With the increased use of TKIs for cancer treatment, a variety of unusual adverse effects begin to emerge [7]. It is a puzzling phenomenon that while the TKIs achieve therapeutic effects through similar mechanisms of action, on the other hand, they differ dramatically in certain adverse effects. A typical example is TKI-induced hypothyroidism (i.e., deficiency of thyroid hormone), which is characterized by a number of symptoms, such as tiredness, poor ability to tolerate cold, and weight gain. Sunitinib, for instance, is suspected for causing thyroid dysfunction more often than other TKIs [8]. In contrast, the incidence of hypothyroidism in sorafenib user is reported to be much lower [911]. The possible toxicological difference between sunitinib and sorafenib raises our attention, because they may serve as a precious pair of case and control drugs. Since these two drugs are broadly similar in their actions, except for hypothyroidism side effect, if some minor differences are found, they are highly likely to be associated with the pathogenesis of the drug-induced hypothyroidism.

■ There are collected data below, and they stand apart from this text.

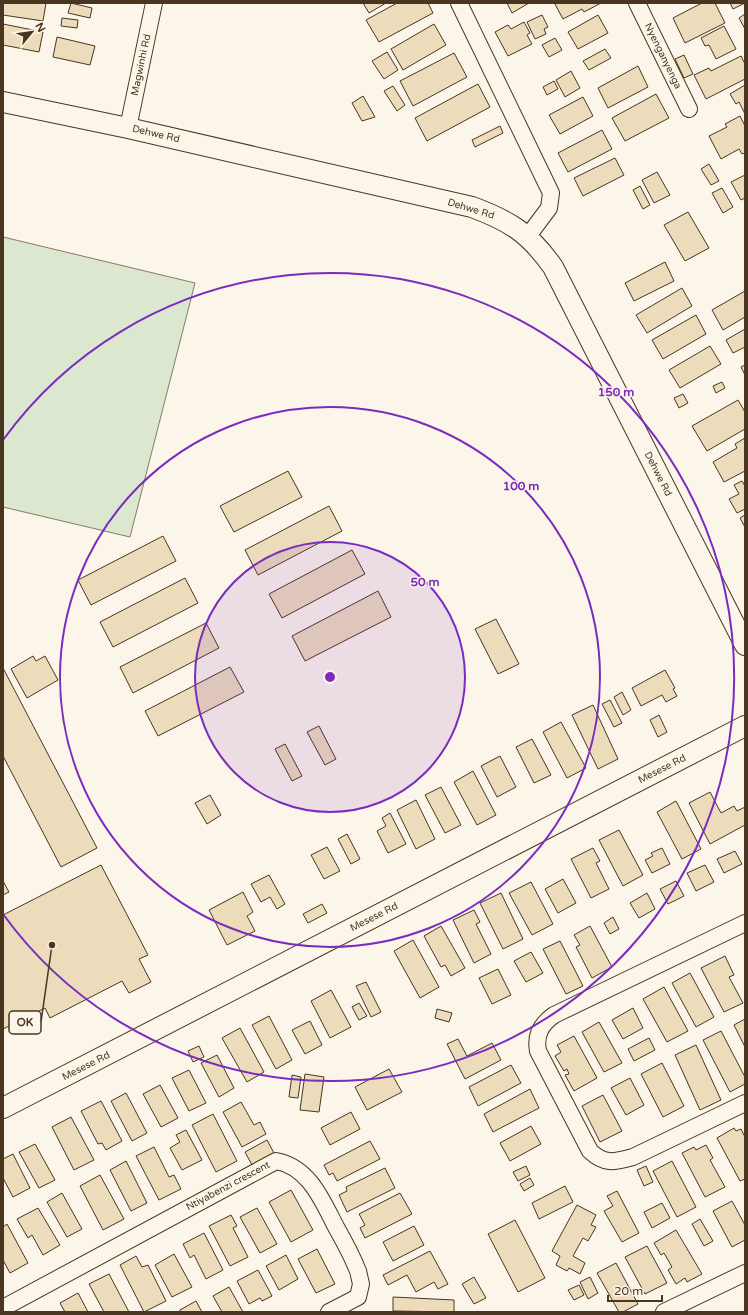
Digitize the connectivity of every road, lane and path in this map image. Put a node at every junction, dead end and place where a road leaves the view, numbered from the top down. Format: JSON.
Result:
{"nodes":[{"id":1,"x":154,"y":3,"type":"edge"},
{"id":2,"x":458,"y":3,"type":"edge"},
{"id":3,"x":637,"y":3,"type":"edge"},
{"id":4,"x":3,"y":102,"type":"edge"},
{"id":5,"x":690,"y":109,"type":"dead end"},
{"id":6,"x":128,"y":128,"type":"junction"},
{"id":7,"x":528,"y":236,"type":"junction"},
{"id":8,"x":745,"y":645,"type":"edge"},
{"id":9,"x":745,"y":726,"type":"edge"},
{"id":10,"x":745,"y":923,"type":"edge"},
{"id":11,"x":745,"y":1103,"type":"edge"},
{"id":12,"x":3,"y":1108,"type":"edge"},
{"id":13,"x":745,"y":1273,"type":"edge"},
{"id":14,"x":3,"y":1308,"type":"edge"},
{"id":15,"x":330,"y":1312,"type":"edge"},
{"id":16,"x":664,"y":1312,"type":"edge"}],
"edges":[{"from":1,"to":6,"type":"street","name":"Magwinhi Rd"},
{"from":2,"to":7,"type":"street"},
{"from":3,"to":5,"type":"street","name":"Nyenganyenga"},
{"from":4,"to":6,"type":"street","name":"Dehwe Rd"},
{"from":6,"to":7,"type":"street","name":"Dehwe Rd"},
{"from":7,"to":8,"type":"street","name":"Dehwe Rd"},
{"from":9,"to":12,"type":"street","name":"Mesese Rd"},
{"from":10,"to":11,"type":"street"},
{"from":13,"to":16,"type":"street"},
{"from":14,"to":15,"type":"street","name":"Ntiyabenzi crescent"}]}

In the present study, we primarily retrieved a large number of clinical reports of patients using sunitinib or sorafenib (Table 1) from FDA Adverse Event Reporting System (FAERS), in order to calculate the frequency of hypothyroidism adverse events. In the United States, the FDA is the major agency that responsibie for monitoring the safety of marketed drug products. For this purpose, FDA has established FAERS to collect and restore reports of adverse events, which are mostly sent by healthcare professionals and patients directly to the FDA on a voluntary basis. Those reports suggesting significant signals of certain adverse events can raise special attention of not only FDA safety evaluators, but also researchers worldwide [1214]. FDA used to release the data to the public quarterly, but an analysis requires researchers to manually download and preprocess the data for every quarter starting from 2004. In an effort to provide easier access to FAERS, the openFDA initiative (https://open.fda.gov/) is launched in June 2014, which gives the official API access to the raw data of adverse events reports in a structured and computer-readable format. In the present study, therefore, we were enabled to efficiently identify the significant difference between sunitinib and sorafenib.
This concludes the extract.